» **Activity**: Find the lines below that include the word "Uruguay" and state how many there are, adding nothing.

» **Records for the task**:
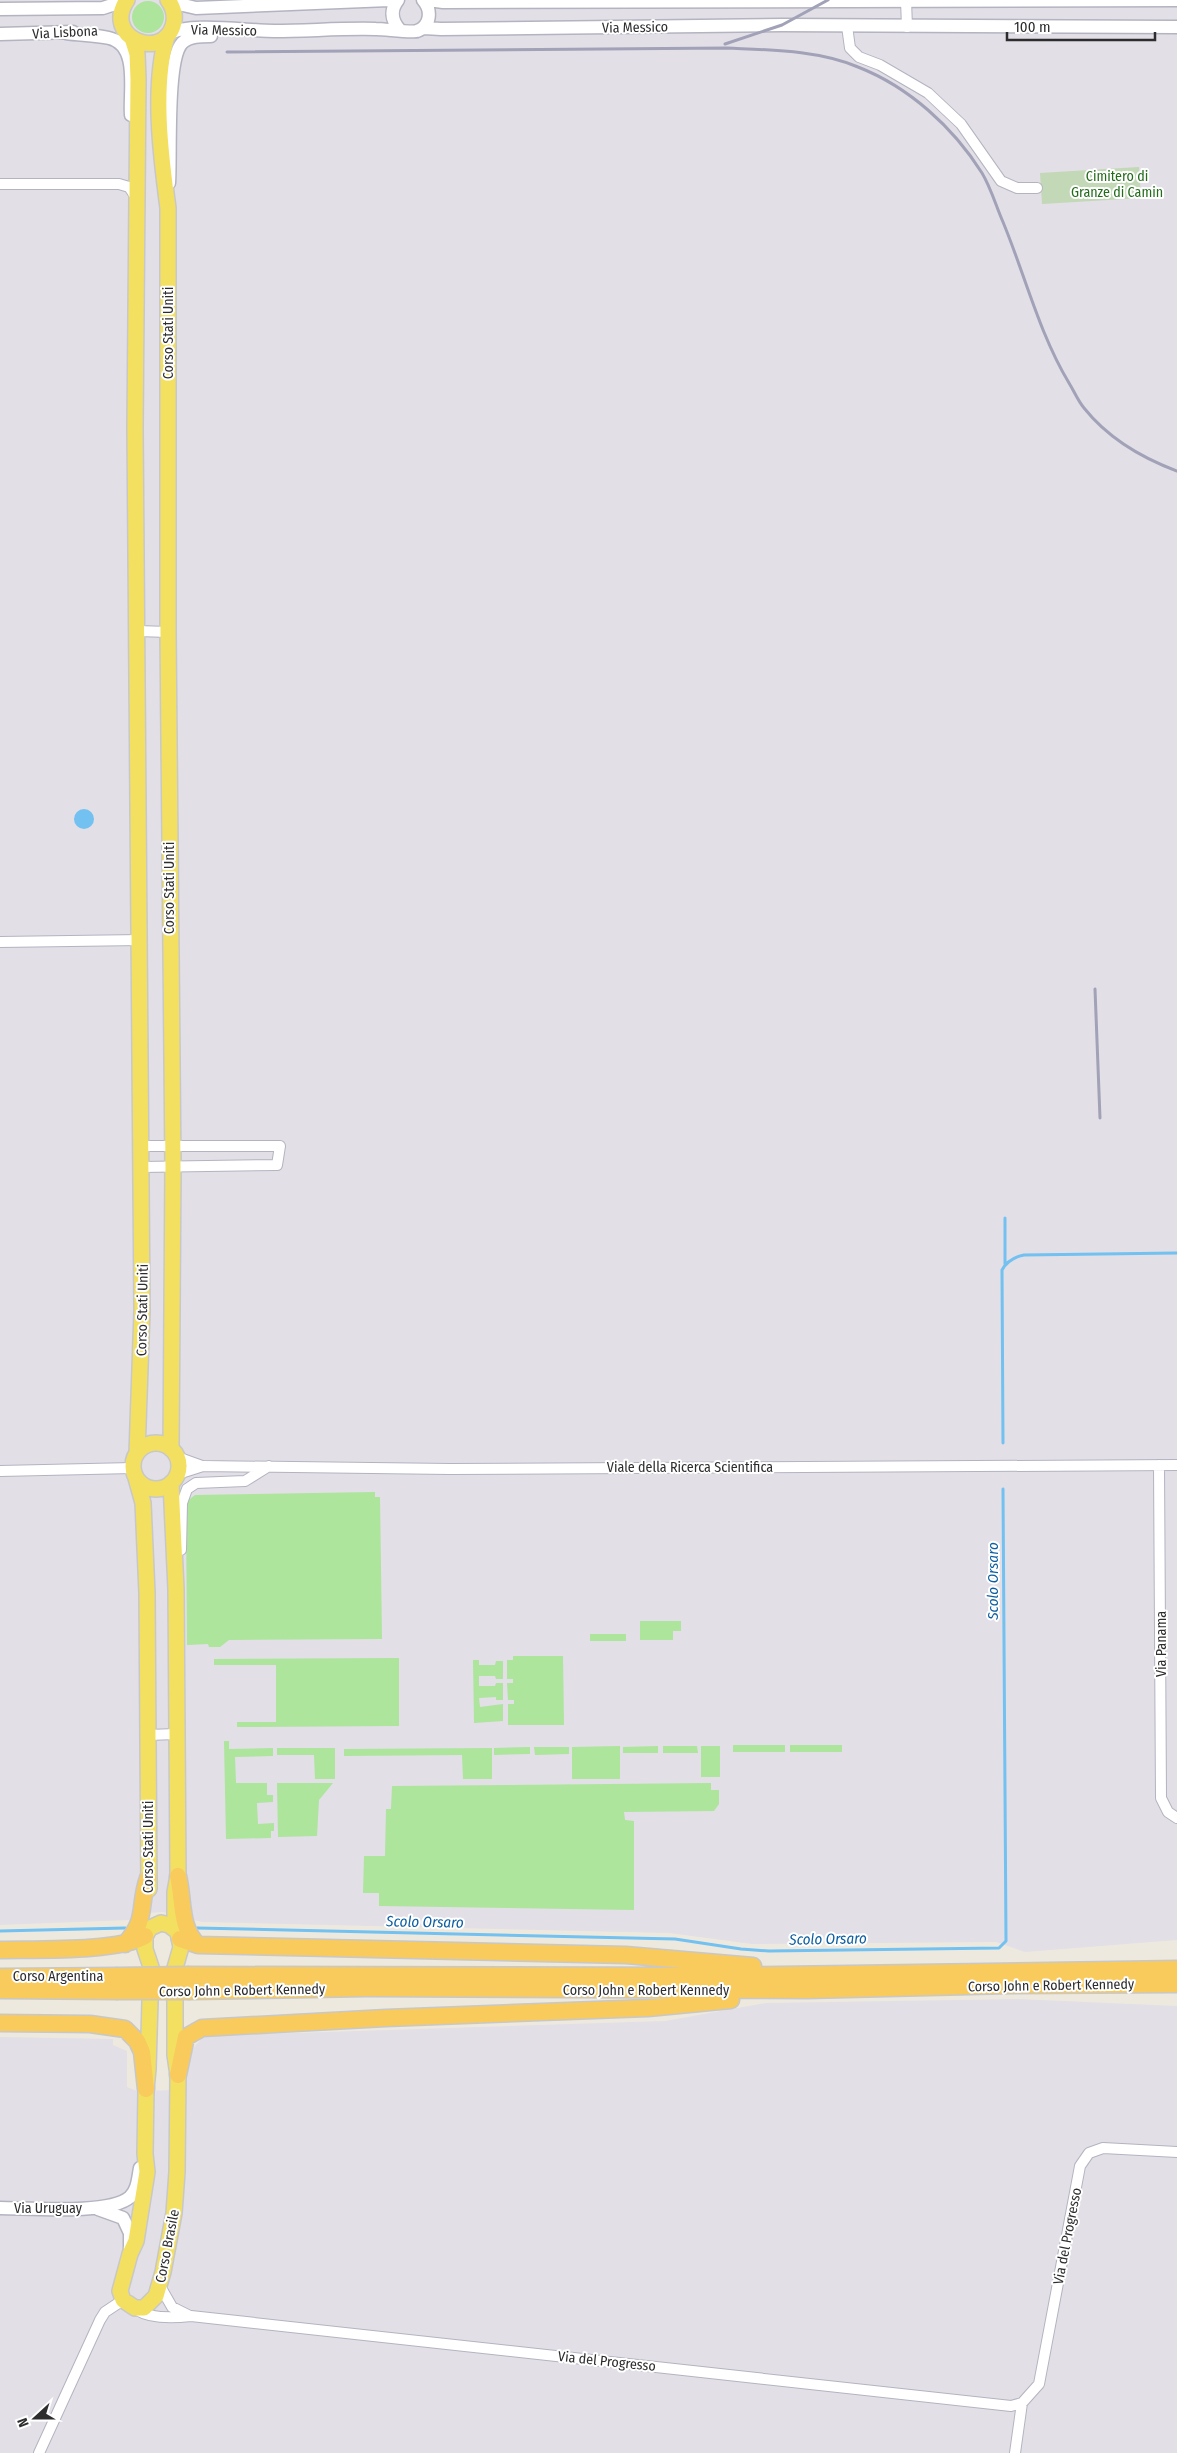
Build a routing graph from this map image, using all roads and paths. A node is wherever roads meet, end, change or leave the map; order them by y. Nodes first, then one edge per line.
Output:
1 (104, 0) edge
2 (127, 0) edge
3 (195, 0) edge
4 (389, 0) edge
5 (398, 0) edge
6 (423, 0) edge
7 (430, 0) edge
8 (1177, 0) edge
9 (169, 1) edge
10 (906, 1) edge
11 (266, 6) junction
12 (0, 9) edge
13 (15, 9) junction
14 (847, 26) junction
15 (907, 27) junction
16 (1177, 27) edge
17 (424, 28) junction
18 (400, 30) junction
19 (272, 31) junction
20 (66, 33) junction
21 (0, 34) edge
22 (168, 35) junction
23 (130, 37) junction
24 (138, 164) junction
25 (0, 184) edge
26 (119, 184) junction
27 (1038, 188) dead end
28 (137, 200) junction
29 (168, 208) junction
30 (138, 631) junction
31 (168, 632) junction
32 (141, 940) junction
33 (0, 942) edge
34 (173, 1145) junction
35 (142, 1146) junction
36 (142, 1167) junction
37 (173, 1167) junction
38 (137, 1453) junction
39 (174, 1453) junction
40 (1159, 1465) junction
41 (1177, 1465) edge
42 (203, 1466) junction
43 (270, 1466) junction
44 (0, 1471) edge
45 (134, 1473) junction
46 (174, 1479) junction
47 (176, 1589) junction
48 (176, 1734) junction
49 (148, 1736) junction
50 (1177, 1818) edge
51 (178, 1876) junction
52 (148, 1878) junction
53 (178, 1935) junction
54 (147, 1938) junction
55 (125, 1944) junction
56 (198, 1945) junction
57 (0, 1950) edge
58 (1177, 1969) edge
59 (182, 1971) junction
60 (848, 1974) junction
61 (0, 1977) edge
62 (116, 1983) junction
63 (1177, 1984) edge
64 (0, 1990) edge
65 (807, 1990) junction
66 (0, 2023) edge
67 (178, 2075) junction
68 (146, 2088) junction
69 (1177, 2152) edge
70 (145, 2154) junction
71 (0, 2208) edge
72 (96, 2208) junction
73 (130, 2254) junction
74 (160, 2286) junction
75 (123, 2305) junction
76 (190, 2316) junction
77 (1022, 2403) junction
78 (39, 2453) edge
79 (1014, 2453) edge

1 - 13 street
2 - 13 street, Via Lisbona
2 - 23 main road, Corso Stati Uniti
3 - 11 street
4 - 11 street, Via Messico
5 - 18 street
6 - 17 street
7 - 10 street, Via Messico
8 - 10 street, Via Messico
9 - 11 street, Via Messico
9 - 22 main road, Corso Stati Uniti
10 - 15 street
12 - 13 street, Via Lisbona
14 - 15 street, Via Messico
14 - 17 street, Via Messico
14 - 27 street
15 - 16 street, Via Messico
17 - 18 street, Via Messico
18 - 19 street, Via Messico
19 - 22 street, Via Messico
19 - 29 street
20 - 21 street, Via Lisbona
20 - 23 street, Via Lisbona
20 - 24 street
22 - 23 main road
22 - 29 main road, Corso Stati Uniti
23 - 24 main road, Corso Stati Uniti
24 - 26 street
24 - 28 main road, Corso Stati Uniti
25 - 26 street
26 - 28 street
28 - 30 main road, Corso Stati Uniti
29 - 31 main road, Corso Stati Uniti
30 - 31 street
30 - 32 main road, Corso Stati Uniti
31 - 34 main road, Corso Stati Uniti
32 - 33 street, Corso Stati Uniti
32 - 35 main road, Corso Stati Uniti
34 - 35 street
34 - 37 main road, Corso Stati Uniti
34 - 37 street
35 - 36 main road, Corso Stati Uniti
36 - 37 street
36 - 38 main road, Corso Stati Uniti
37 - 39 main road, Corso Stati Uniti
38 - 39 main road
38 - 45 main road
39 - 42 street, Viale della Ricerca Scientifica
39 - 46 main road
40 - 41 street, Viale della Ricerca Scientifica
40 - 43 street, Viale della Ricerca Scientifica
40 - 50 street, Via Panama
42 - 43 street, Viale della Ricerca Scientifica
42 - 46 street, Viale della Ricerca Scientifica
43 - 47 street
44 - 45 street
45 - 46 main road
45 - 49 main road, Corso Stati Uniti
46 - 47 main road, Corso Stati Uniti
47 - 48 main road, Corso Stati Uniti
48 - 49 street
48 - 51 main road, Corso Stati Uniti
49 - 52 main road, Corso Stati Uniti
51 - 53 main road, Corso Stati Uniti
51 - 56 highway
52 - 54 main road, Corso Stati Uniti
52 - 55 highway
53 - 54 main road
53 - 56 highway
53 - 59 main road, Corso Stati Uniti
54 - 55 highway
54 - 68 main road, Corso Stati Uniti
55 - 57 highway
56 - 60 highway
58 - 60 highway, Corso John e Robert Kennedy
59 - 60 highway, Corso John e Robert Kennedy
59 - 62 highway, Corso John e Robert Kennedy, bridge
59 - 67 main road, Corso Brasile
61 - 62 highway, Corso Argentina
62 - 64 highway, Corso Argentina
62 - 65 highway, Corso John e Robert Kennedy, bridge
63 - 65 highway, Corso John e Robert Kennedy
65 - 67 highway
66 - 68 highway
67 - 74 main road, Corso Brasile
68 - 70 main road
69 - 77 street, Via del Progresso
70 - 72 street, Via Uruguay
70 - 73 main road
71 - 72 street, Via Uruguay
72 - 73 street, Via Uruguay
73 - 75 main road
74 - 75 main road, Corso Brasile
74 - 76 street, Via del Progresso
75 - 76 street, Via del Progresso
75 - 78 street
76 - 77 street, Via del Progresso
77 - 79 street

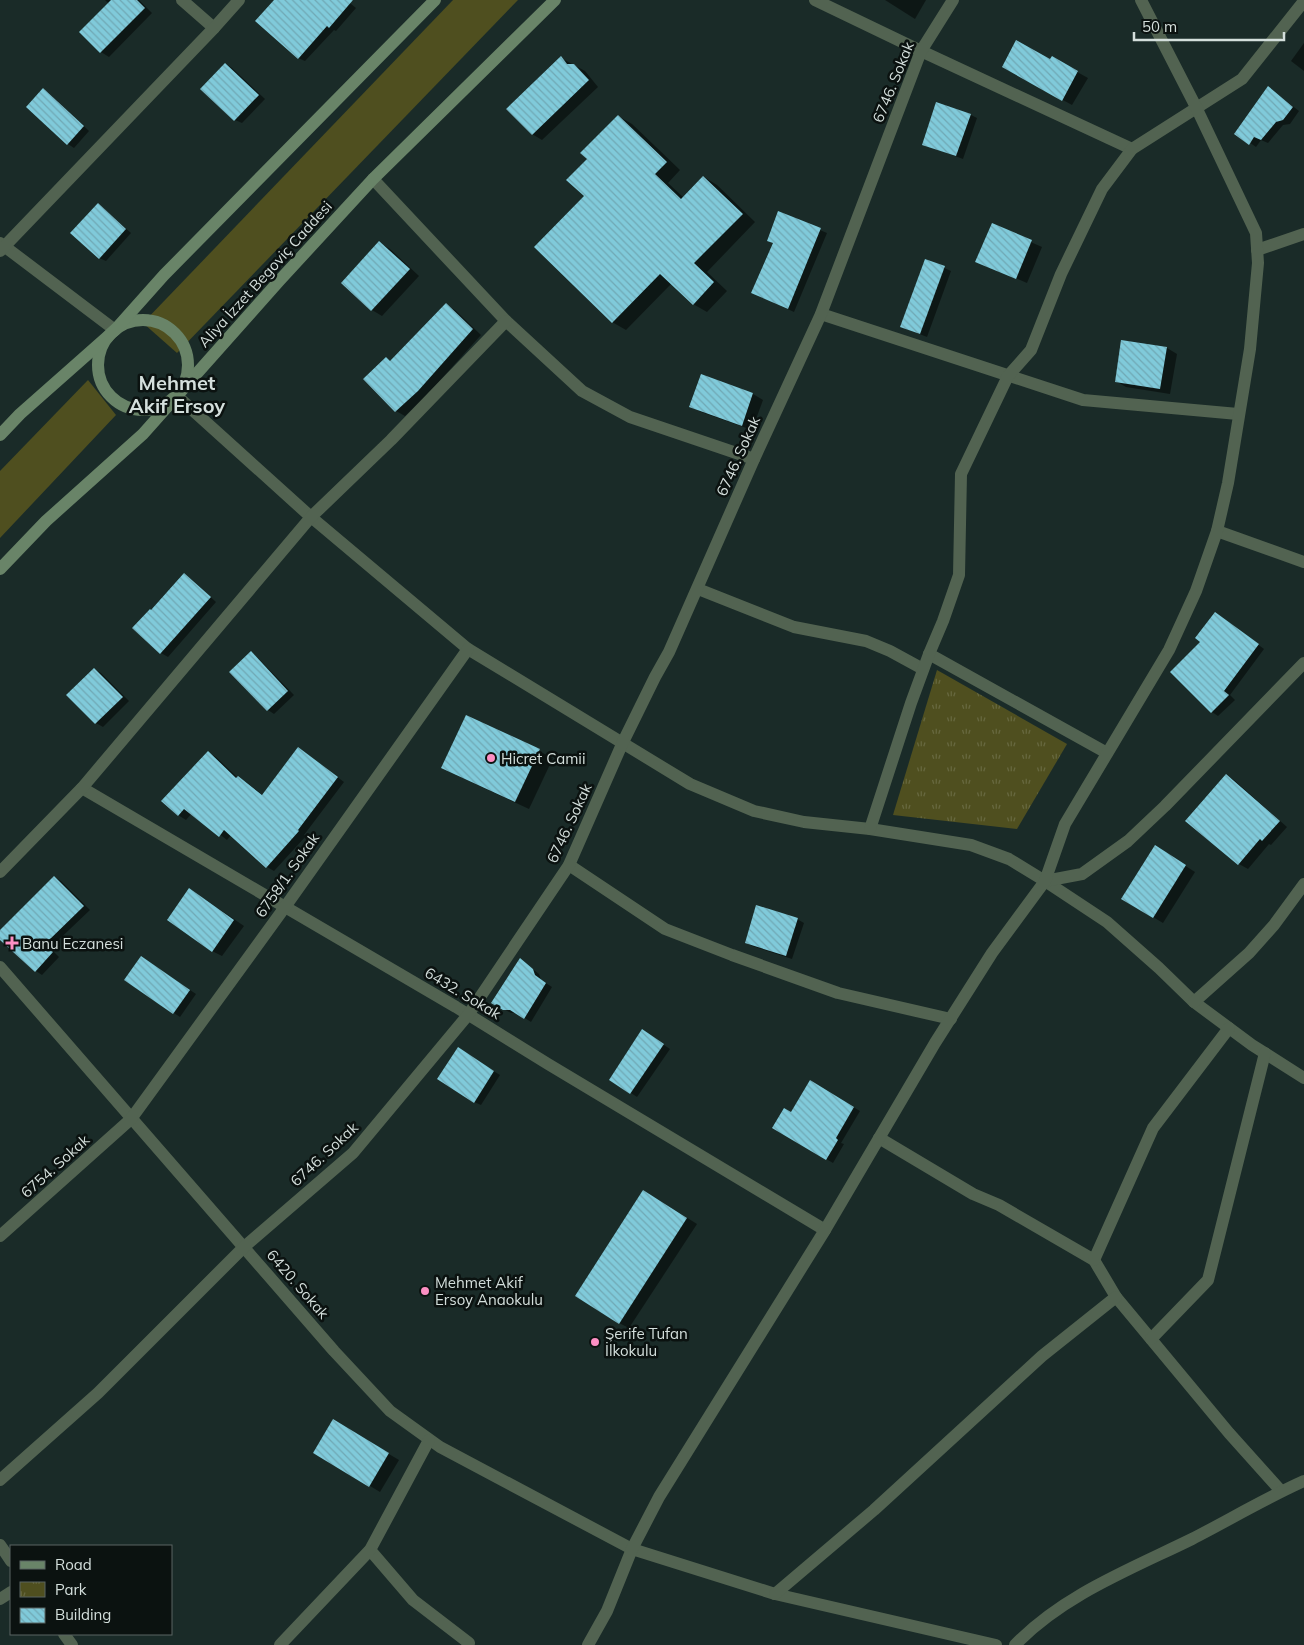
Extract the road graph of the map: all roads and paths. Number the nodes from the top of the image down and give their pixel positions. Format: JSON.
{"nodes":[{"id":1,"x":182,"y":0,"type":"edge"},
{"id":2,"x":239,"y":0,"type":"edge"},
{"id":3,"x":435,"y":0,"type":"edge"},
{"id":4,"x":555,"y":0,"type":"edge"},
{"id":5,"x":816,"y":0,"type":"edge"},
{"id":6,"x":953,"y":0,"type":"edge"},
{"id":7,"x":1141,"y":0,"type":"edge"},
{"id":8,"x":1304,"y":1,"type":"edge"},
{"id":9,"x":214,"y":28,"type":"junction"},
{"id":10,"x":921,"y":51,"type":"junction"},
{"id":11,"x":1196,"y":108,"type":"junction"},
{"id":12,"x":1132,"y":149,"type":"junction"},
{"id":13,"x":373,"y":179,"type":"junction"},
{"id":14,"x":1304,"y":234,"type":"edge"},
{"id":15,"x":1,"y":247,"type":"edge"},
{"id":16,"x":1257,"y":250,"type":"junction"},
{"id":17,"x":821,"y":314,"type":"junction"},
{"id":18,"x":506,"y":321,"type":"junction"},
{"id":19,"x":115,"y":330,"type":"junction"},
{"id":20,"x":1008,"y":376,"type":"junction"},
{"id":21,"x":177,"y":396,"type":"junction"},
{"id":22,"x":1238,"y":414,"type":"junction"},
{"id":23,"x":0,"y":436,"type":"edge"},
{"id":24,"x":754,"y":459,"type":"junction"},
{"id":25,"x":311,"y":517,"type":"junction"},
{"id":26,"x":1217,"y":531,"type":"junction"},
{"id":27,"x":1304,"y":562,"type":"edge"},
{"id":28,"x":0,"y":570,"type":"edge"},
{"id":29,"x":698,"y":589,"type":"junction"},
{"id":30,"x":468,"y":649,"type":"junction"},
{"id":31,"x":929,"y":654,"type":"junction"},
{"id":32,"x":1304,"y":663,"type":"edge"},
{"id":33,"x":924,"y":670,"type":"junction"},
{"id":34,"x":623,"y":742,"type":"junction"},
{"id":35,"x":1107,"y":753,"type":"junction"},
{"id":36,"x":82,"y":788,"type":"junction"},
{"id":37,"x":870,"y":829,"type":"junction"},
{"id":38,"x":569,"y":865,"type":"junction"},
{"id":39,"x":0,"y":872,"type":"edge"},
{"id":40,"x":1045,"y":881,"type":"junction"},
{"id":41,"x":1304,"y":884,"type":"edge"},
{"id":42,"x":285,"y":907,"type":"junction"},
{"id":43,"x":0,"y":967,"type":"edge"},
{"id":44,"x":1194,"y":1002,"type":"junction"},
{"id":45,"x":468,"y":1015,"type":"junction"},
{"id":46,"x":951,"y":1018,"type":"junction"},
{"id":47,"x":1229,"y":1028,"type":"junction"},
{"id":48,"x":1265,"y":1053,"type":"junction"},
{"id":49,"x":1304,"y":1078,"type":"edge"},
{"id":50,"x":131,"y":1119,"type":"junction"},
{"id":51,"x":879,"y":1138,"type":"junction"},
{"id":52,"x":825,"y":1230,"type":"junction"},
{"id":53,"x":2,"y":1232,"type":"edge"},
{"id":54,"x":244,"y":1247,"type":"junction"},
{"id":55,"x":1094,"y":1260,"type":"junction"},
{"id":56,"x":1116,"y":1297,"type":"junction"},
{"id":57,"x":1151,"y":1339,"type":"junction"},
{"id":58,"x":429,"y":1440,"type":"junction"},
{"id":59,"x":0,"y":1480,"type":"edge"},
{"id":60,"x":1304,"y":1481,"type":"edge"},
{"id":61,"x":1281,"y":1491,"type":"junction"},
{"id":62,"x":0,"y":1545,"type":"edge"},
{"id":63,"x":632,"y":1549,"type":"junction"},
{"id":64,"x":370,"y":1550,"type":"junction"},
{"id":65,"x":10,"y":1560,"type":"edge"},
{"id":66,"x":775,"y":1594,"type":"junction"},
{"id":67,"x":469,"y":1643,"type":"dead end"},
{"id":68,"x":280,"y":1645,"type":"edge"},
{"id":69,"x":588,"y":1645,"type":"edge"},
{"id":70,"x":996,"y":1645,"type":"edge"},
{"id":71,"x":1015,"y":1645,"type":"edge"}],
"edges":[{"from":1,"to":9,"type":"street"},
{"from":2,"to":9,"type":"street"},
{"from":3,"to":19,"type":"main road"},
{"from":4,"to":13,"type":"main road","name":"Aliya İzzet Begoviç Caddesi"},
{"from":5,"to":10,"type":"street"},
{"from":6,"to":10,"type":"street","name":"6746. Sokak"},
{"from":7,"to":11,"type":"street"},
{"from":8,"to":11,"type":"street"},
{"from":9,"to":15,"type":"street"},
{"from":10,"to":12,"type":"street"},
{"from":10,"to":17,"type":"street","name":"6746. Sokak"},
{"from":11,"to":12,"type":"street"},
{"from":11,"to":16,"type":"street"},
{"from":12,"to":20,"type":"street"},
{"from":13,"to":18,"type":"street"},
{"from":13,"to":21,"type":"main road","name":"Aliya İzzet Begoviç Caddesi"},
{"from":14,"to":16,"type":"street"},
{"from":15,"to":19,"type":"street"},
{"from":16,"to":22,"type":"street"},
{"from":17,"to":20,"type":"street"},
{"from":17,"to":24,"type":"street","name":"6746. Sokak"},
{"from":18,"to":24,"type":"street"},
{"from":18,"to":25,"type":"street"},
{"from":19,"to":21,"type":"main road"},
{"from":19,"to":21,"type":"main road"},
{"from":19,"to":23,"type":"main road"},
{"from":20,"to":22,"type":"street"},
{"from":20,"to":31,"type":"street"},
{"from":21,"to":25,"type":"street"},
{"from":21,"to":28,"type":"main road","name":"Aliya İzzet Begoviç Caddesi"},
{"from":22,"to":26,"type":"street"},
{"from":24,"to":29,"type":"street","name":"6746. Sokak"},
{"from":25,"to":30,"type":"street"},
{"from":25,"to":36,"type":"street"},
{"from":26,"to":27,"type":"street"},
{"from":26,"to":35,"type":"street"},
{"from":29,"to":33,"type":"street"},
{"from":29,"to":34,"type":"street","name":"6746. Sokak"},
{"from":30,"to":34,"type":"street"},
{"from":30,"to":42,"type":"street","name":"6758/1. Sokak"},
{"from":31,"to":33,"type":"street"},
{"from":31,"to":35,"type":"street"},
{"from":32,"to":40,"type":"street"},
{"from":33,"to":37,"type":"street"},
{"from":34,"to":37,"type":"street"},
{"from":34,"to":38,"type":"street","name":"6746. Sokak"},
{"from":35,"to":40,"type":"street"},
{"from":36,"to":39,"type":"street"},
{"from":36,"to":42,"type":"street","name":"6432. Sokak"},
{"from":37,"to":40,"type":"street"},
{"from":38,"to":45,"type":"street","name":"6746. Sokak"},
{"from":38,"to":46,"type":"street"},
{"from":40,"to":44,"type":"street"},
{"from":40,"to":46,"type":"street"},
{"from":41,"to":44,"type":"street"},
{"from":42,"to":45,"type":"street","name":"6432. Sokak"},
{"from":42,"to":50,"type":"street","name":"6758/1. Sokak"},
{"from":43,"to":50,"type":"street","name":"6420. Sokak"},
{"from":44,"to":47,"type":"street"},
{"from":45,"to":52,"type":"street","name":"6432. Sokak"},
{"from":45,"to":54,"type":"street","name":"6746. Sokak"},
{"from":46,"to":51,"type":"street"},
{"from":47,"to":48,"type":"street"},
{"from":47,"to":55,"type":"street"},
{"from":48,"to":49,"type":"street"},
{"from":48,"to":57,"type":"street"},
{"from":50,"to":53,"type":"street","name":"6754. Sokak"},
{"from":50,"to":54,"type":"street","name":"6420. Sokak"},
{"from":51,"to":52,"type":"street"},
{"from":51,"to":55,"type":"street"},
{"from":52,"to":63,"type":"street"},
{"from":54,"to":58,"type":"street","name":"6420. Sokak"},
{"from":54,"to":59,"type":"street","name":"6746. Sokak"},
{"from":55,"to":56,"type":"street"},
{"from":56,"to":57,"type":"street"},
{"from":56,"to":66,"type":"street"},
{"from":57,"to":61,"type":"street"},
{"from":58,"to":63,"type":"street","name":"6420. Sokak"},
{"from":58,"to":64,"type":"street"},
{"from":60,"to":61,"type":"street"},
{"from":61,"to":71,"type":"street"},
{"from":62,"to":65,"type":"street"},
{"from":63,"to":66,"type":"street","name":"6420. Sokak"},
{"from":63,"to":69,"type":"street"},
{"from":64,"to":67,"type":"street"},
{"from":64,"to":68,"type":"street"},
{"from":66,"to":70,"type":"street","name":"6420. Sokak"}]}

» **Answer for this exercise**: 3